I'm not a fan of pigeonholing - it divides and excludes when we should be including, and it may stop people from finding books they'll like (though that'd be their own fault I suppose for not trying a book that has a different label on it. But still) And of course, as noted above, many books fall into more than one sub genre. So if you label your book magical realism, when it's really that, plus lots of UF, plus a bit of S&S, well someone who doesn't like magical realism won't even try it, even though they'd love it if you called it UF.
Where we seem disagree most, at this point, and which I think you got at only subtly(so I hope I am not reading you wrong), is whether or not Magical Realism is a sub-genre of Fantasy or not, and whether this matters.
I don't think it is. The roots and influences are different, the styles are different, the readership is different, expectations are different. A sub-genre of a genre is a spin, or reaction to it, or even a focusing. Urban-Fantasy, High-Fantasy, Low Fantasy, whatever you want, they are clearly derived from 'fantasy'. It is rare to see Magical Realism influenced from Fantasy. I would argue Sci-Fi is far more influenced by Fantasy, and is rightfully placed next to Fantasy, when compared to where Magical Realism is placed.
Magical Realism runs in parallel to Fantasy, distinctly. They both came about around the same time, but born from different places. Kafka was an early precursor to Magical Realism, and then later the South American authors came and essentially (re)created it. It's about examining the modern world through allegory, through tradition, through history. It's what I consider a 'searching' genre, more interested in a reader looking for something, as opposed to a reader who wants to be taken somewhere.
Fantasy(modern I guess) came from Tolkien, and a sense of creating a new world to escape to within literature, where seemingly anything can happen. They are like fairy tales, meant to pull readers out of the every-day. It's goal is, for me(obviously), totally different from the goal of Magical Realism.
So your argument about sub-genres over-complicating categorization, holds true; but I don't see how it can be an argument against Magical Realism.

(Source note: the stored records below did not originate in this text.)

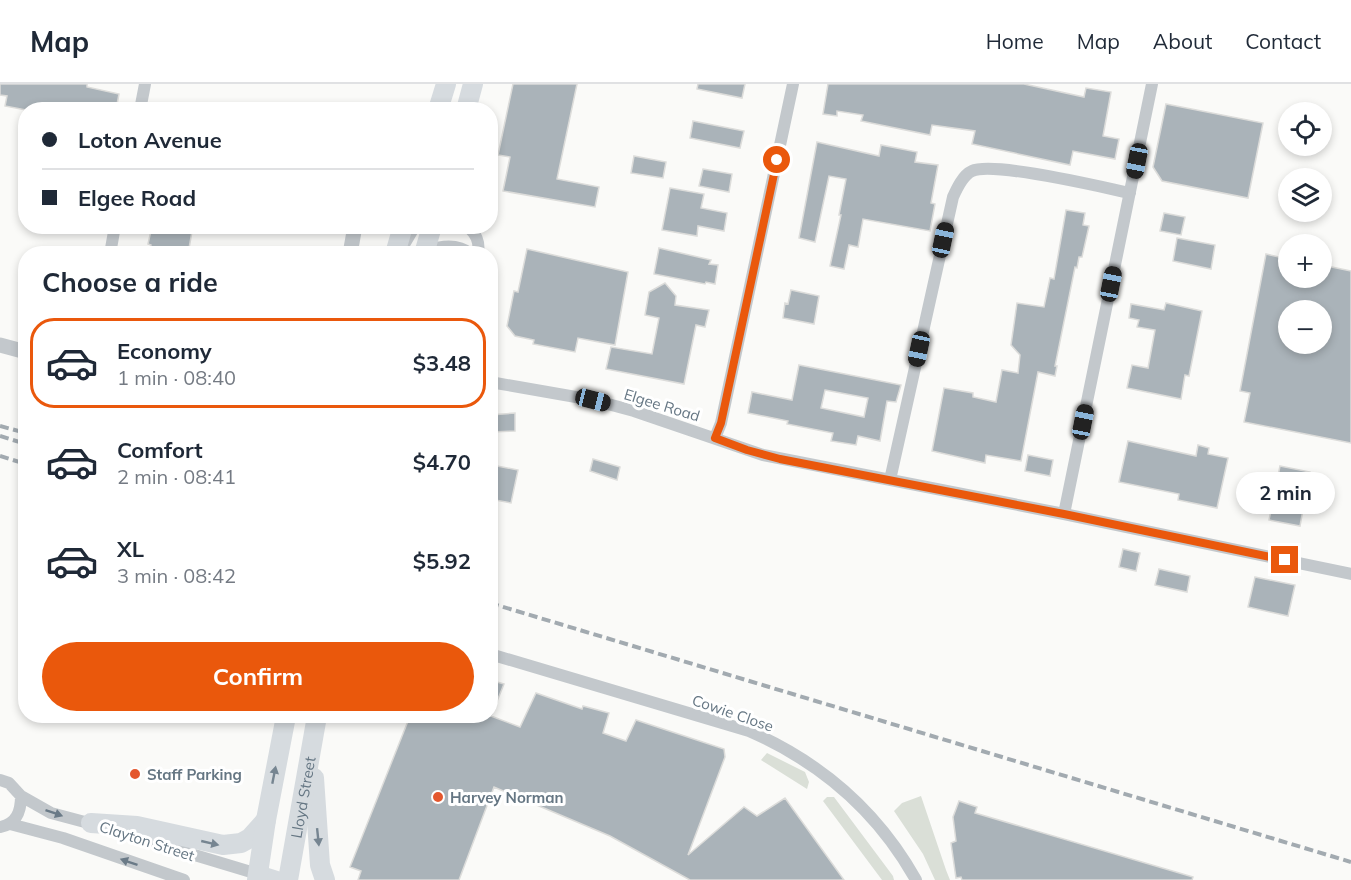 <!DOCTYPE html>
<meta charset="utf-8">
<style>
:root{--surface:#fff;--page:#f2f2f3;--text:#1f2937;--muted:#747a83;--line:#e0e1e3;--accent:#ea580c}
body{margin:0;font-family:Mulish,sans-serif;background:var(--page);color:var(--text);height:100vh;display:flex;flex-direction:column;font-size:22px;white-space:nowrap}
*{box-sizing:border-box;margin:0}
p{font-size:20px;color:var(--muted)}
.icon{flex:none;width:33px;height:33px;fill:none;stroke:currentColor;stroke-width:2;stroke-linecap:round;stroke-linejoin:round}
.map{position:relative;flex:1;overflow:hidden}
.details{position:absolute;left:18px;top:162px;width:480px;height:477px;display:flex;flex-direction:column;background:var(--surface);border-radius:24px;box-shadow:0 3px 9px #0003}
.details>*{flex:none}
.hud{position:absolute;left:18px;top:18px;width:480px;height:132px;border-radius:24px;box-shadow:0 3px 9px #0003;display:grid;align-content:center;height:132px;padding:0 24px;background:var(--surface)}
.tools{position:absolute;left:1278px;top:18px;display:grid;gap:12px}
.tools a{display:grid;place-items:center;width:54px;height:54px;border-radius:50%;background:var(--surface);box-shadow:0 3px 9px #0003;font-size:30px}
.end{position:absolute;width:27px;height:27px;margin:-14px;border:8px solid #ea580c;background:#fff;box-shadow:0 0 0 3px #fff}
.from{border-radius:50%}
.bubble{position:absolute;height:42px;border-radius:21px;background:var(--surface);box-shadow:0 3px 9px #0003;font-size:20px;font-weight:700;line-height:42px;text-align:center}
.car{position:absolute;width:18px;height:36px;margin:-18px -9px;border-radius:8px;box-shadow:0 0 4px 2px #0007;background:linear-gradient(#222 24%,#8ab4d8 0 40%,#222 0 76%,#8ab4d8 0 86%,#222 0)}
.hud b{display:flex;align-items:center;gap:21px;height:57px;font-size:22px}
.hud b+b{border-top:2px solid var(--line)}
.hud i{width:15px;height:15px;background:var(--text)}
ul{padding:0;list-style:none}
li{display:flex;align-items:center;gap:18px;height:90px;margin:0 12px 9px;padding:0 12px;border:3px solid transparent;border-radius:24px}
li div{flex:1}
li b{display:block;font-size:22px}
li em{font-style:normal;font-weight:700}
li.on{border-color:var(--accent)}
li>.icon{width:54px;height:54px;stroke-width:1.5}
h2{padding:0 24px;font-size:27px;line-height:72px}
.button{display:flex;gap:12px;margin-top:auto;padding:12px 24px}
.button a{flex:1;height:69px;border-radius:36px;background:var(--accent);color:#fff;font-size:24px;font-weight:700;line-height:69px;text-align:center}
header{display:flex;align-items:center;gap:36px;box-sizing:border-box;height:84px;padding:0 30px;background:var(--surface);border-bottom:2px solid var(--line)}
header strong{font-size:28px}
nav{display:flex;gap:33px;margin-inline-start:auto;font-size:21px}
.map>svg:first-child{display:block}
.grass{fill:#dadfd7}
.building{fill:#aab3b9;stroke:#dcdcda;stroke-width:1.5;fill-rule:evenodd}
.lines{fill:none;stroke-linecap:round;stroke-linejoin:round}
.minor{stroke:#c3c8cc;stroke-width:12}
.tertiary{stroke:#c3c8cc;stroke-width:15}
.secondary{stroke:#d6dbdf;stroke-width:18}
.primary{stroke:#d6dbdf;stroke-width:20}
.rail{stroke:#a2aab0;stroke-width:4;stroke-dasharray:9 4.5;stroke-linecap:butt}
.oneway{fill:#768591}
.oneway2{fill:#6a7a87}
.route{stroke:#ea580c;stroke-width:8}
.poi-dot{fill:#e4572e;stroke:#fff;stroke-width:2}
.labels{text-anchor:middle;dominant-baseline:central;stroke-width:6;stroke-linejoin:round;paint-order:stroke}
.street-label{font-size:15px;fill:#657683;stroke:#fff}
.poi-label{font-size:15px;font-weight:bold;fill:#657683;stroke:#fff;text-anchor:start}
</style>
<header>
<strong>Map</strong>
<nav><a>Home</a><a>Map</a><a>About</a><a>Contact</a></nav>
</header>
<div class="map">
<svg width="1351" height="796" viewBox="0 0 1351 796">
<rect width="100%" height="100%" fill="#fafaf8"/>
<path class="grass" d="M 767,669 L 805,688 L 809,698 L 807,705 L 761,676 Z
M 921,712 L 946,786 L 950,796 L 935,796 L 923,770 L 894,727 L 902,719 Z
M 827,713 L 834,713 L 893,792 L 894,796 L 882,796 L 823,717 Z"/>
<path class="building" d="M 0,0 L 87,0 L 87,3 L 119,10 L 116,26 L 26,26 L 5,22 L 7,12 L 0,11 Z
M 513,0 L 577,0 L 557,95 L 599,103 L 595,123 L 503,107 L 510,73 L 498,71 Z
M 698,0 L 745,0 L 742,14 L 697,5 Z
M 828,0 L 1024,0 L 1084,13 L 1086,4 L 1111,8 L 1103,52 L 1119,55 L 1115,75 L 1073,67 L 1070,81 L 972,60 L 975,47 L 932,41 L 930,51 L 861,37 L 863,31 L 837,27 L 837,32 L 823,30 Z
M 1166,20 L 1263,39 L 1248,114 L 1162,97 L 1153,83 Z
M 693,37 L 744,47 L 740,64 L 690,54 Z
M 817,58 L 879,72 L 881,61 L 917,68 L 915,78 L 938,81 L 931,119 L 935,120 L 930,147 L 863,135 L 858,163 L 849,161 L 844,185 L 830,182 L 841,131 L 839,131 L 846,95 L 829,92 L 815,158 L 799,154 Z
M 634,72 L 666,78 L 663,94 L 631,89 Z
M 703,85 L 732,90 L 729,108 L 699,102 Z
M 670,104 L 704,110 L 701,124 L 727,129 L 724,147 L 698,142 L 697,152 L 662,146 Z
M 1066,126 L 1085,129 L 1083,141 L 1089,142 L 1082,173 L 1079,173 L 1077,184 L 1075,183 L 1055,282 L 1057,282 L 1055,292 L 1038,288 L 1021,377 L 986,371 L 985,379 L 932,367 L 944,304 L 973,309 L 973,313 L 996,318 L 1002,286 L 1018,289 L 1020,271 L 1011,261 L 1017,219 L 1044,223 L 1050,194 L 1054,195 Z
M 1164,129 L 1185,133 L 1181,151 L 1160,147 Z
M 152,142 L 193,142 L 188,170 L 149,170 L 151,161 L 148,160 Z
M 1177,154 L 1215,161 L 1211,185 L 1173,177 Z
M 659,164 L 711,176 L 709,180 L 718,181 L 715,200 L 706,198 L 705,200 L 654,190 Z
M 527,165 L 628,188 L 615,261 L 578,254 L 575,268 L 533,260 L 534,256 L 515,252 L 507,242 L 514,207 L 518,208 Z
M 1266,170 L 1288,175 L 1288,194 L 1322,194 L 1322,181 L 1351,187 L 1351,359 L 1244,338 L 1250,309 L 1240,307 ZM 1288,226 L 1322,226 L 1322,260 L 1288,260 Z
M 665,199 L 676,212 L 675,221 L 709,226 L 705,243 L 696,241 L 684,300 L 606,285 L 611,263 L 652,270 L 659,234 L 645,231 L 649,208 Z
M 791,206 L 819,212 L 814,240 L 783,234 L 785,219 L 788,220 Z
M 1166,219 L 1202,227 L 1189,292 L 1185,291 L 1181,315 L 1127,304 L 1132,281 L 1148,284 L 1155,246 L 1137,243 L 1139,236 L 1129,234 L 1131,220 L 1164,226 Z
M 799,281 L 901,301 L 896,318 L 887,317 L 880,357 L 858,352 L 856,361 L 831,357 L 833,349 L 787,340 L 788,337 L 748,329 L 752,308 L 792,316 ZM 825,306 L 868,314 L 864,333 L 821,324 Z
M 515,329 L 515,347 L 490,348 L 490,331 Z
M 1128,357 L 1196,372 L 1198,361 L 1209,364 L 1208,370 L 1228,374 L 1217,424 L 1178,416 L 1179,410 L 1119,398 Z
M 1028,371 L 1053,376 L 1050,392 L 1025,387 Z
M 593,375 L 620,383 L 617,396 L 590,387 Z
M 497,382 L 518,386 L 511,419 L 490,415 Z
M 1280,382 L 1310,388 L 1300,442 L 1269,436 Z
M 1123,465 L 1140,469 L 1136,487 L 1119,483 Z
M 1159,485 L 1190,492 L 1187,508 L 1155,501 Z
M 1255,493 L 1295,501 L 1288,532 L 1248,523 Z
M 490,596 L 504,600 L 491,632 L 520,643 L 536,609 L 582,625 L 583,622 L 609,629 L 603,649 L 626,657 L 636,636 L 724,665 L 725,673 L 688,771 L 744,723 L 757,732 L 785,714 L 844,796 L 690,796 L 610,752 L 494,703 L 459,796 L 358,796 L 361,787 L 350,783 L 410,632 L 490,632 Z
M 959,717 L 977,723 L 975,729 L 1193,793 L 1192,796 L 962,796 L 961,793 L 956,794 L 951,759 L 956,757 L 953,733 Z"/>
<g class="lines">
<path class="minor" d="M 140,26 L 145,0
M 467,142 C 476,150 480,157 478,170
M 402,164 L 415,142
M 425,167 C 441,162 457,159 471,170
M 110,170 L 115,142
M 490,298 L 593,316 L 634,327 L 763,371 L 1064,430 L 1351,490
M 715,354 L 721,339 L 793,0
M 890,396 L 953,113 C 957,104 963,91 972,87 C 993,77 1101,103 1130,109
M 1064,430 L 1152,0
M 490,570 L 749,647 C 820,678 878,728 916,796
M 0,696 L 9,699 L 21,712 C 21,727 17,740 0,743
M 21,712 L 51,729 L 96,741
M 10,740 L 63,754 L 184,796
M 115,747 L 258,790"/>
<path class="tertiary" d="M 350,170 L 355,142
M 0,261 L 26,268"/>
<path class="secondary" d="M 258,790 L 277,796"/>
<g class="primary">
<path d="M 438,26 L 446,0"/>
<path d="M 466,26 L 473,0"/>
<path d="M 395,170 L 403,142"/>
<path d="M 424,170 L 432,142"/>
<path d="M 314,694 L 320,781 L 325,796"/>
<path d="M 91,739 L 137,742 L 223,761 L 241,759 L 250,754 L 266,736"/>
<path d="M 257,796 L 266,736 L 286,632"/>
<path id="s1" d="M 288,796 L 317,632"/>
</g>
<path class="rail" d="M 0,342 L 26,349
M 0,352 L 26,360
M 0,372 L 26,380
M 490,519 L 1351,778"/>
</g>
<defs><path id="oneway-solid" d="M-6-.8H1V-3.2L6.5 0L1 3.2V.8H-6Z" transform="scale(1.5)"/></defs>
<g class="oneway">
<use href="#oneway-solid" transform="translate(274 691) rotate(-79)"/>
<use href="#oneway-solid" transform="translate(318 753) rotate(84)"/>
<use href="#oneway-solid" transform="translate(210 759) rotate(13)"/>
</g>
<g class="oneway2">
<use href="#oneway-solid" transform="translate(54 729) rotate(19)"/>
<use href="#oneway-solid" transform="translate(129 778) rotate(-161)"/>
</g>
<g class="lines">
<path class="route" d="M 777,76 L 721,339 L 715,354 L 747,366 L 780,375 L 1064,430 L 1285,476"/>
</g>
<g class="poi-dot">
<circle cx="135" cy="690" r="6"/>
<circle cx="438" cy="713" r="6"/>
</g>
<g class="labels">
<g class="street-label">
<text transform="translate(662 321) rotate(17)">Elgee Road</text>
<text transform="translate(733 629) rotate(19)">Cowie Close</text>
<text stroke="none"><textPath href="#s1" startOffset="84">Lloyd Street</textPath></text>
<text transform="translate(147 757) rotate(18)">Clayton Street</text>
</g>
<g class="poi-label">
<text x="147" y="690">Staff Parking</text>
<text x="450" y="713">Harvey Norman</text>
</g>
</g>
</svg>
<div class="tools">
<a><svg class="icon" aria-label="locate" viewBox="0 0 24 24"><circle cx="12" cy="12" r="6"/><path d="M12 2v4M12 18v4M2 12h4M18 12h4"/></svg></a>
<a><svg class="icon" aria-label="layers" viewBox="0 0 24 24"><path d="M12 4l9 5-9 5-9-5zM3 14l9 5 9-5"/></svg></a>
<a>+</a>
<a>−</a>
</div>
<i class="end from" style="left:777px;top:76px"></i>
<i class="end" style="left:1285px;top:476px"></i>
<div class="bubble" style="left:1236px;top:388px;width:99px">2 min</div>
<i class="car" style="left:1137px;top:77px;rotate:191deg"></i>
<i class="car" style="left:943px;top:156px;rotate:12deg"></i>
<i class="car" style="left:1111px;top:200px;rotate:11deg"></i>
<i class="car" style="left:919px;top:265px;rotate:192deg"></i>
<i class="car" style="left:593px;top:316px;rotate:104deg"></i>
<i class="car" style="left:1083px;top:338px;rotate:11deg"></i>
<div class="hud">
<b><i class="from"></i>Loton Avenue</b>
<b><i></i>Elgee Road</b>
</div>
<section class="details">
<h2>Choose a ride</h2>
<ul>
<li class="on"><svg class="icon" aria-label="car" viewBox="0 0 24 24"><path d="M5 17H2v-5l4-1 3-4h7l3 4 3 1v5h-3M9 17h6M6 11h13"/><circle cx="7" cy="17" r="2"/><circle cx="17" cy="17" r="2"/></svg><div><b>Economy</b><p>1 min · 08:40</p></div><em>$3.48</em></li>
<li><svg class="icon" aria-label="car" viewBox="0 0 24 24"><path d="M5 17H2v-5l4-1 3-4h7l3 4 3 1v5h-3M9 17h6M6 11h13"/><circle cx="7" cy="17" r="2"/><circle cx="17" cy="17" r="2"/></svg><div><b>Comfort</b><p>2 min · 08:41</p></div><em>$4.70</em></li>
<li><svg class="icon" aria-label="car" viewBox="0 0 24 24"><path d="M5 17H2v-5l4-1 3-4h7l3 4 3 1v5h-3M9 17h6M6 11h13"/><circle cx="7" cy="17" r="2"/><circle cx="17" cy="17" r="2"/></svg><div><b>XL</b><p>3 min · 08:42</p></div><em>$5.92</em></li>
</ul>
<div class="button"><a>Confirm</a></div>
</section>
</div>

They sit at opposite ends of the book-store, in different sections, where-as in comparison Urban Fantasy(a true sub-genre) clearly has a place on the same shelf as Fantasy.
There is little cross-readership simply because the two genres are so different. Someone who reads Tolkien, will probably find more enjoyment going to Science-Fiction, or the Thriller section, than the Magical Realist section(if this section ever even exists). I encourage people to read all of them, but I think your argument for labeling Magical Realism as Fantasy, simply to spur on readers is hugely flawed. If they want to read Magical Realism, it won't be because they want more fantasy, it will be because of another drive or interest.
As for your issue with pigeonholing--that is something entirely out of our control, if a reader isn't experimenting because of over categorization, that is because of their own insecurities. Not really an issue worth talking about here.
Edit: I just re-read this, and I hope I don't come off as overly aggressive or negative; it is an interesting discussion for me and I don't want to come off the wrong way.